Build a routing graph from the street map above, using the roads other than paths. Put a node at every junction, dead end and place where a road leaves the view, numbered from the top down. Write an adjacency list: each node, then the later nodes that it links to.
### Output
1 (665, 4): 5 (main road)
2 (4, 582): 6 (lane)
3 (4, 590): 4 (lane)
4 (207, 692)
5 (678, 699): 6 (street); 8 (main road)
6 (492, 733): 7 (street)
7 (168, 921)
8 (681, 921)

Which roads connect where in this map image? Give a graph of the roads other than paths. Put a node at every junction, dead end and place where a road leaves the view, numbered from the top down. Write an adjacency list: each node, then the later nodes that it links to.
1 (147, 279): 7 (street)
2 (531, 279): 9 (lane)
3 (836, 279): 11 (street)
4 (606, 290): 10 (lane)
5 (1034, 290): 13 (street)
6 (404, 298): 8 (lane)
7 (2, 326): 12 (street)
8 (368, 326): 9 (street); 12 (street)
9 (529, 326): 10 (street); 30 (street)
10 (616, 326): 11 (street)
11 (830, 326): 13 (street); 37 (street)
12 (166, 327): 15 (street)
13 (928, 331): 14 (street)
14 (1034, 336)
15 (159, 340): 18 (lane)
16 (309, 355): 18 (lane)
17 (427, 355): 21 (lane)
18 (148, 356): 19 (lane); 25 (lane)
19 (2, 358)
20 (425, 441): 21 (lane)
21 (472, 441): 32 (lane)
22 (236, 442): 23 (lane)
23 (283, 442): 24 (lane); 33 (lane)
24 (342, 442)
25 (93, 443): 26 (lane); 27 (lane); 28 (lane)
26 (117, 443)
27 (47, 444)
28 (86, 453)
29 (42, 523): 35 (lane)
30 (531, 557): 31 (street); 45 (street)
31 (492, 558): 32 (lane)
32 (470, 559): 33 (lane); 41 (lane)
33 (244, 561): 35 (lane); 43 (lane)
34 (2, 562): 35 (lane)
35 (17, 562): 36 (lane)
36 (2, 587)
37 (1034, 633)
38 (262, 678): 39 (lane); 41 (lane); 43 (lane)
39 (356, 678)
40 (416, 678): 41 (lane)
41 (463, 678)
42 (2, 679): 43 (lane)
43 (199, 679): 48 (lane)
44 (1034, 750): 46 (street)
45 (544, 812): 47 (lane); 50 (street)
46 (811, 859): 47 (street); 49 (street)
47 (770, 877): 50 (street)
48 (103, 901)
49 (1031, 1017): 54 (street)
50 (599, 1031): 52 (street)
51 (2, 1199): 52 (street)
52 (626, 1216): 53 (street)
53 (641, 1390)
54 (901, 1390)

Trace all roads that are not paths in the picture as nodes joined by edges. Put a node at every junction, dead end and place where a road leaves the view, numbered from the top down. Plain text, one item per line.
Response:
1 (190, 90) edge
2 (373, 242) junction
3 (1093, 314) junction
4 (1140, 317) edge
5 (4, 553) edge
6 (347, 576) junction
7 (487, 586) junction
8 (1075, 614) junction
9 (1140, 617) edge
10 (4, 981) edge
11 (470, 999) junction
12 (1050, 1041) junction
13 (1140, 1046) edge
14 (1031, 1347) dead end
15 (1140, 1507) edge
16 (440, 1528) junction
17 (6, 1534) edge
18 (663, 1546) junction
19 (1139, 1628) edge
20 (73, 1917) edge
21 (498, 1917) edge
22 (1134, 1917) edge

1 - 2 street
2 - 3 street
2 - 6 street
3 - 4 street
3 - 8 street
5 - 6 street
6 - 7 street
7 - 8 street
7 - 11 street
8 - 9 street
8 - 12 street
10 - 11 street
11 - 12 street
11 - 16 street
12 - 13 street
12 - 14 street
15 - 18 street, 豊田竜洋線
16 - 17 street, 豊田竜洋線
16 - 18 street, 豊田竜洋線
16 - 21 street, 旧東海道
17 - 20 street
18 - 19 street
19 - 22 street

» **Problem requirements**
Starting at the first line of the listing, retype every line up to and including the one with "Trace all roads".

» **Response to the task**
Build a routing graph from the street map above, using the roads other than paths. Put a node at every junction, dead end and place where a road leaves the view, numbered from the top down. Write an adjacency list: each node, then the later nodes that it links to.
### Output
1 (665, 4): 5 (main road)
2 (4, 582): 6 (lane)
3 (4, 590): 4 (lane)
4 (207, 692)
5 (678, 699): 6 (street); 8 (main road)
6 (492, 733): 7 (street)
7 (168, 921)
8 (681, 921)

Which roads connect where in this map image? Give a graph of the roads other than paths. Put a node at every junction, dead end and place where a road leaves the view, numbered from the top down. Write an adjacency list: each node, then the later nodes that it links to.
1 (147, 279): 7 (street)
2 (531, 279): 9 (lane)
3 (836, 279): 11 (street)
4 (606, 290): 10 (lane)
5 (1034, 290): 13 (street)
6 (404, 298): 8 (lane)
7 (2, 326): 12 (street)
8 (368, 326): 9 (street); 12 (street)
9 (529, 326): 10 (street); 30 (street)
10 (616, 326): 11 (street)
11 (830, 326): 13 (street); 37 (street)
12 (166, 327): 15 (street)
13 (928, 331): 14 (street)
14 (1034, 336)
15 (159, 340): 18 (lane)
16 (309, 355): 18 (lane)
17 (427, 355): 21 (lane)
18 (148, 356): 19 (lane); 25 (lane)
19 (2, 358)
20 (425, 441): 21 (lane)
21 (472, 441): 32 (lane)
22 (236, 442): 23 (lane)
23 (283, 442): 24 (lane); 33 (lane)
24 (342, 442)
25 (93, 443): 26 (lane); 27 (lane); 28 (lane)
26 (117, 443)
27 (47, 444)
28 (86, 453)
29 (42, 523): 35 (lane)
30 (531, 557): 31 (street); 45 (street)
31 (492, 558): 32 (lane)
32 (470, 559): 33 (lane); 41 (lane)
33 (244, 561): 35 (lane); 43 (lane)
34 (2, 562): 35 (lane)
35 (17, 562): 36 (lane)
36 (2, 587)
37 (1034, 633)
38 (262, 678): 39 (lane); 41 (lane); 43 (lane)
39 (356, 678)
40 (416, 678): 41 (lane)
41 (463, 678)
42 (2, 679): 43 (lane)
43 (199, 679): 48 (lane)
44 (1034, 750): 46 (street)
45 (544, 812): 47 (lane); 50 (street)
46 (811, 859): 47 (street); 49 (street)
47 (770, 877): 50 (street)
48 (103, 901)
49 (1031, 1017): 54 (street)
50 (599, 1031): 52 (street)
51 (2, 1199): 52 (street)
52 (626, 1216): 53 (street)
53 (641, 1390)
54 (901, 1390)

Trace all roads that are not paths in the picture as nodes joined by edges. Put a node at every junction, dead end and place where a road leaves the view, numbered from the top down. Plain text, one item per line.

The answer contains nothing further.